Nach dem Brexit: Werden Deutschland und Frankreich ihrer Verantwortung gerecht?

von Dr. Angelica Schwall-Düren

Vor der Entscheidung über Verbleib Großbritanniens in der EU oder Austritt war in Frankreich die Haltung ambivalent:

Bei einem Nein würden sich die Briten selbst mehr schaden als allen andern, war zu hören und zu lesen. Die britische Wirtschaft und die City würden mächtig zu leiden haben. Im Hinblick auf Frankreich war zu vernehmen, Finanzakteure würden ganz schnell Hunderte von Arbeitsplätzen von London nach Paris verlegen, sodass Frankreich letztendlich davon profitieren könnte.

Allerdings wurde durchaus auch die Furcht vor einem Domino-Effekt geäußert, der dann ein Riesenproblem für die gesamte EU wäre: die Niederlande und Dänemark könnten versucht sein, dem britischen Beispiel zu folgen.

Aber heute ist die “beruhigende” Nachricht zu vernehmen: die harte Haltung der EU, Großbritannien keine Konzessionen zu machen (“out” ist “out”) würde weiteren Sympathisanten für einen EU-Austritt den Appetit verderben!

Kein Wort zum in Frankreich verbreiteten EU-Skeptizismus! Noch vor zwei Tagen hatte Marine Le Pen in den Hauptnachrichten von TV2 verkündet, wenn die Briten für den Brexit stimmten, sei das eine Steilvorlage für den Front National, in Frankreich den Druck zu erhöhen, die EU in ein Europa der “Vaterländer” zu verwandeln, sprich: die nationalen Grenzen wieder hochzuziehen.

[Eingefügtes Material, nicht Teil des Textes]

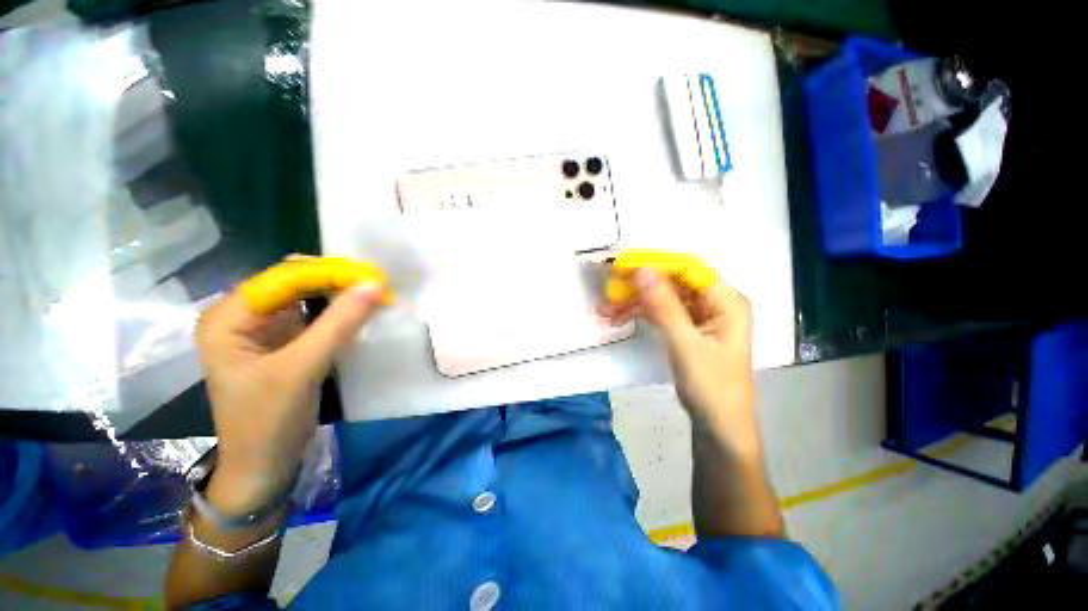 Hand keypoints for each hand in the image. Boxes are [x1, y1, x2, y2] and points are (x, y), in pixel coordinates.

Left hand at [195, 277, 384, 513]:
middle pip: (295, 282)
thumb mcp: (301, 369)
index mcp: (228, 317)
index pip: (283, 277)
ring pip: (307, 296)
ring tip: (375, 294)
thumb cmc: (267, 421)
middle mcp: (243, 315)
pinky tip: (361, 311)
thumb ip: (338, 324)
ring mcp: (264, 328)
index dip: (329, 273)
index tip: (372, 277)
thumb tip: (375, 285)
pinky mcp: (285, 341)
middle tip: (378, 286)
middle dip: (336, 281)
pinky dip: (340, 311)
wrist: (263, 467)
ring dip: (341, 294)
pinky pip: (315, 314)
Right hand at [604, 269, 759, 456]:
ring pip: (663, 298)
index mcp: (727, 301)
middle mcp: (715, 303)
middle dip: (640, 287)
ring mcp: (700, 316)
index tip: (623, 267)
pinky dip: (641, 314)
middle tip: (609, 291)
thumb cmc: (711, 387)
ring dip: (635, 302)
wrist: (719, 427)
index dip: (655, 264)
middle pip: (673, 282)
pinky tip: (618, 318)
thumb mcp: (685, 345)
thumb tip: (642, 270)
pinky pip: (662, 313)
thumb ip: (664, 306)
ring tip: (606, 311)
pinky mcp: (688, 329)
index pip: (688, 269) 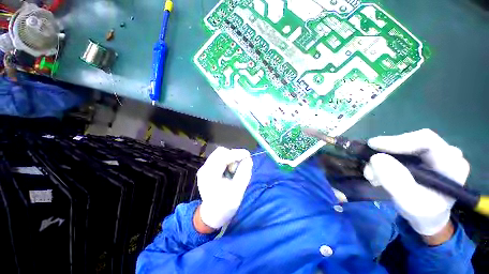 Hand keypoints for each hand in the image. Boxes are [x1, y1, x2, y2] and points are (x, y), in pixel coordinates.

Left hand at [196, 147, 252, 229]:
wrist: (212, 215)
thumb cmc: (224, 206)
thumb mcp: (237, 192)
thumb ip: (244, 174)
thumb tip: (248, 159)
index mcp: (209, 175)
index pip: (223, 156)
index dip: (236, 153)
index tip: (248, 155)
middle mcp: (205, 168)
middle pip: (220, 152)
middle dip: (233, 156)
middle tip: (239, 168)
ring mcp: (205, 167)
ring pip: (221, 154)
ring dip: (231, 159)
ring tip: (234, 172)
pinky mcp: (208, 168)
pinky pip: (220, 158)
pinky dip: (228, 161)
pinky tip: (230, 172)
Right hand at [363, 129, 469, 236]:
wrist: (427, 218)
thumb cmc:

Ein einziger Kommentar war zu finden, in dem die Autorin (Cecile Ducourtrieux, Le Monde) sich über die Ursache der EU-Skepsis in Europa Gedanken macht: nämlich,  dass alle Mitgliedsstaaten zu feige gewesen seien, das gemeinsame Interesse der europäischen Bürger zu vertreten, so beispielsweise bei den TTIP-Verhandlungen, wo auch die französische Regierung lange geschlafen habe. Es wird die mangelnde Solidarität Deutschlands angesprochen und als Beispiele die Austritätspolitik(!), aber auch die deutsche Flüchtlingspolitik genannt. Frankreich wird Reformunwilligkeit vorgeworfen.

Auch in Frankreich sieht man, dass der Austritt Großbritanniens aus der EU die Weiterentwicklung der Gemeinschaft keineswegs einfacher macht. Frankreich und Deutschland müssten nun Verantwortung übernehmen und konsensuale Vorschläge unterbreiten, die den Zusammenhalt der EU stärken können.

Was dazu heute von führenden französischen Politikern und Politikerinnen zu hören war, lässt allerdings wenig Hoffnung aufkommen. Abgesehen von der klaren Ablehnung der EU durch rechtsextreme Nationalisten und linke Souveränisten, haben alle Politiker der rechten und linken Mitte nur Sprechblasen von sich gegeben: man müsse wieder mehr auf das Volk hören und den Nationen mehr zu ihrem Recht verhelfen!

Hollande will die europäische Verteidigungs- und Sicherheitspolitik stärken, beispielsweise müssten die Militärausgaben erhöht werden. Und genau dies hat vor wenigen Tagen auch Kanzlerin Merkel für den deutschen Haushalt gefordert!

Wird dies die europäischen Bürger stärker zusammen führen und von der EU überzeugen? Damit ist weder die Flüchtlingsfrage gelöst, noch die Infrastruktur  verbessert, noch in Nachhaltigkeit investiert, was als Wachstumsimpuls zum Erhalt und zur Schaffung von Arbeitsplätzen einen direkten Mehrwert für die Bürger in Europa bringen würde. Es ist höchste Zeit, dass die verantwortlichen linken Parteien in Europa dazu entsprechende Vorschläge machen!